StructType schema = DataTypes.createStructType(fields);

Dataset<Row> df = sedona.createDataFrame(data, schema)
    .withColumn("geom", expr("ST_GeomFromText(geom)"));

df.writeTo("wherobots.test_db.test_table").append();

This is semantically equivalent to the INSERT INTO table_name SELECT ... statement.

Updating data in Havasu table

Havasu supports UPDATE queries that update matching rows in tables. Update queries accept a filter to match rows to update. Spatial filters are also supported in Havasu.

sedona.sql("UPDATE wherobots.test_db.test_table SET data = 'd' WHERE id = 1")
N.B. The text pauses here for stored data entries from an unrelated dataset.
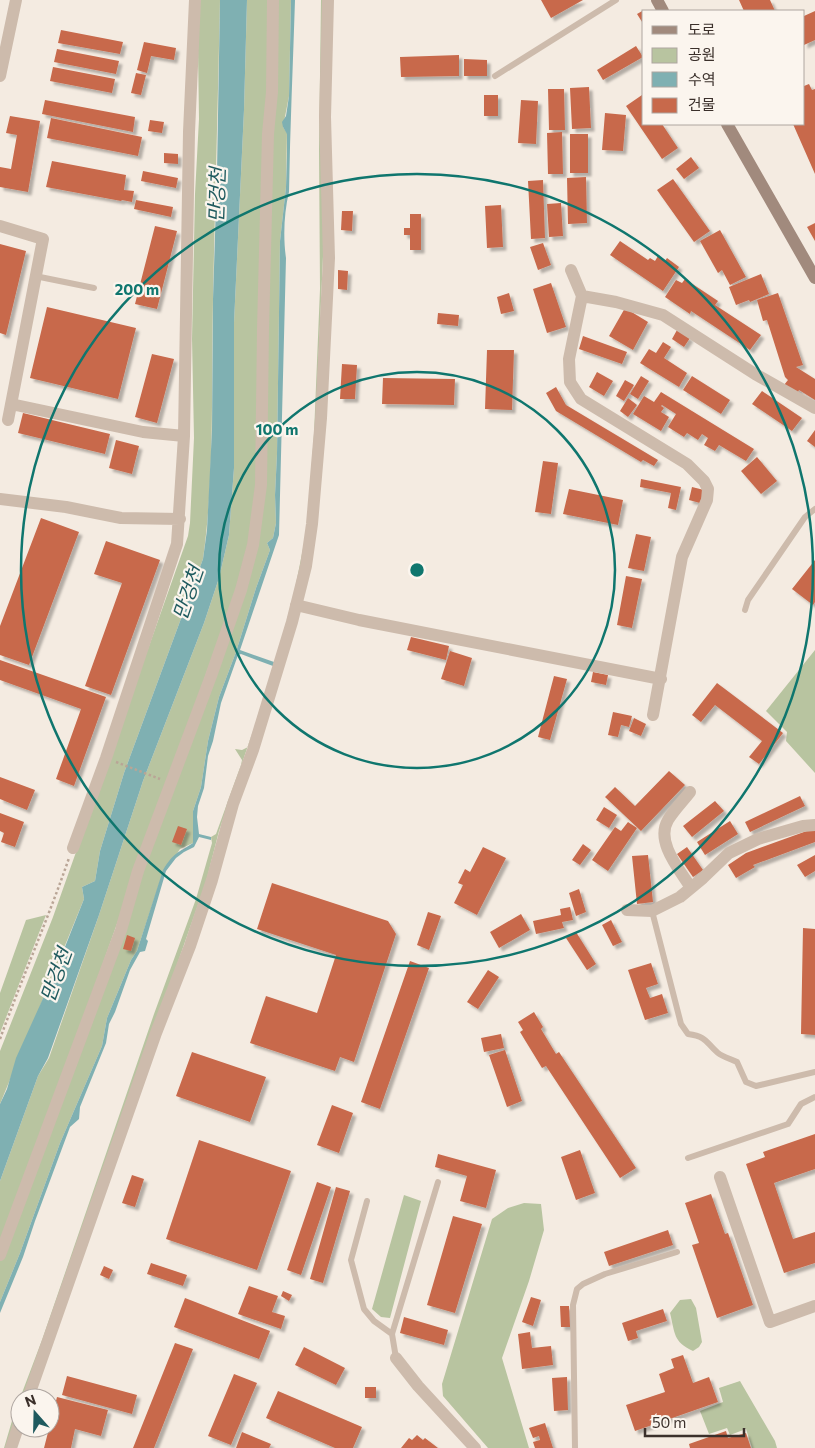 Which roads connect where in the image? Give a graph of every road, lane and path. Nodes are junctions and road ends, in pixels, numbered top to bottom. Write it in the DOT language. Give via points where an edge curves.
graph roads {
  1 [pos="16,0"];
  2 [pos="195,0"];
  3 [pos="273,0"];
  4 [pos="328,0"];
  5 [pos="616,0"];
  6 [pos="0,76"];
  7 [pos="495,76"];
  8 [pos="728,125"];
  9 [pos="0,226"];
  10 [pos="571,270"];
  11 [pos="35,276"];
  12 [pos="815,278"];
  13 [pos="94,288"];
  14 [pos="582,296"];
  15 [pos="11,404"];
  16 [pos="815,408"];
  17 [pos="8,420"];
  18 [pos="184,436"];
  19 [pos="0,499"];
  20 [pos="815,509"];
  21 [pos="180,519"];
  22 [pos="296,605"];
  23 [pos="745,610"];
  24 [pos="661,679"];
  25 [pos="654,715"];
  26 [pos="130,768"];
  27 [pos="171,783"];
  28 [pos="690,792"];
  29 [pos="815,825"];
  30 [pos="73,848"];
  31 [pos="691,888"];
  32 [pos="627,910"];
  33 [pos="652,911"];
  34 [pos="0,1039"];
  35 [pos="815,1072"];
  36 [pos="815,1097"];
  37 [pos="688,1158"];
  38 [pos="720,1176"];
  39 [pos="438,1182"];
  40 [pos="367,1201"];
  41 [pos="677,1252"];
  42 [pos="0,1255"];
  43 [pos="815,1306"];
  44 [pos="392,1334"];
  45 [pos="396,1358"];
  46 [pos="32,1388"];
  47 [pos="475,1448"];
  48 [pos="575,1448"];
  1 -- 6 [label="street"];
  2 -- 18 [label="street" via="189,132"];
  3 -- 27 [label="street" via="261,485 253,545 241,590"];
  4 -- 22 [label="street" via="325,117 329,258 321,418 312,524"];
  5 -- 7 [label="lane"];
  8 -- 12 [label="street"];
  9 -- 11 [label="street" via="43,239"];
  10 -- 14 [label="street"];
  11 -- 13 [label="lane"];
  11 -- 15 [label="street"];
  14 -- 16 [label="street" via="663,316"];
  14 -- 24 [label="street" via="569,359 570,382 581,399 687,464 708,489 708,500 682,557"];
  15 -- 17 [label="street"];
  15 -- 18 [label="street" via="143,432"];
  18 -- 21 [label="street"];
  19 -- 21 [label="street" via="121,518"];
  20 -- 23 [label="lane" via="805,517 748,600"];
  21 -- 30 [label="street" via="177,544"];
  22 -- 24 [label="street"];
  22 -- 46 [label="street" via="190,946 156,1033"];
  24 -- 25 [label="street"];
  26 -- 27 [label="path"];
  27 -- 42 [label="street" via="138,871 121,930"];
  28 -- 31 [label="street" via="667,822 664,834 667,849"];
  29 -- 31 [label="street" via="758,839 729,853"];
  30 -- 34 [label="path"];
  31 -- 33 [label="street"];
  32 -- 33 [label="street"];
  33 -- 35 [label="lane" via="681,1024 688,1034 699,1036 720,1055 737,1062 746,1082 756,1086"];
  36 -- 37 [label="lane" via="800,1104 788,1124"];
  38 -- 43 [label="street" via="770,1322"];
  39 -- 44 [label="lane"];
  40 -- 44 [label="lane" via="351,1260 364,1309"];
  41 -- 48 [label="lane" via="605,1274 582,1284 577,1290 573,1305"];
  44 -- 45 [label="lane"];
  45 -- 47 [label="street"];
}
# Use ST_Intersects to update rows that intersect with a polygon
sedona.sql("""
UPDATE wherobots.test_db.test_table
SET data = 'd'
WHERE ST_Intersects(geom, ST_GeomFromText('POLYGON ((0 0, 0 2, 2 2, 2 0, 0 0))'))
""")
sedona.sql("UPDATE wherobots.test_db.test_table SET data = 'd' WHERE id = 1")

// Use ST_Intersects to update rows that intersect with a polygon
sedona.sql("""
UPDATE wherobots.test_db.test_table
SET data = 'd'
WHERE ST_Intersects(geom, ST_GeomFromText('POLYGON ((0 0, 0 2, 2 2, 2 0, 0 0))'))
""")
sedona.sql("UPDATE wherobots.test_db.test_table SET data = 'd' WHERE id = 1");

// Use ST_Intersects to update rows that intersect with a polygon
sedona.sql(
    "UPDATE wherobots.test_db.test_table " +
    "SET data = 'd' " +
    "WHERE ST_Intersects(geom, ST_GeomFromText('POLYGON ((0 0, 0 2, 2 2, 2 0, 0 0))'))"
);

Deleting data from Havasu table

Havasu supports DELETE FROM queries to remove data from tables. Delete queries accept a filter to match rows to delete. Spatial filters are also supported in Havasu.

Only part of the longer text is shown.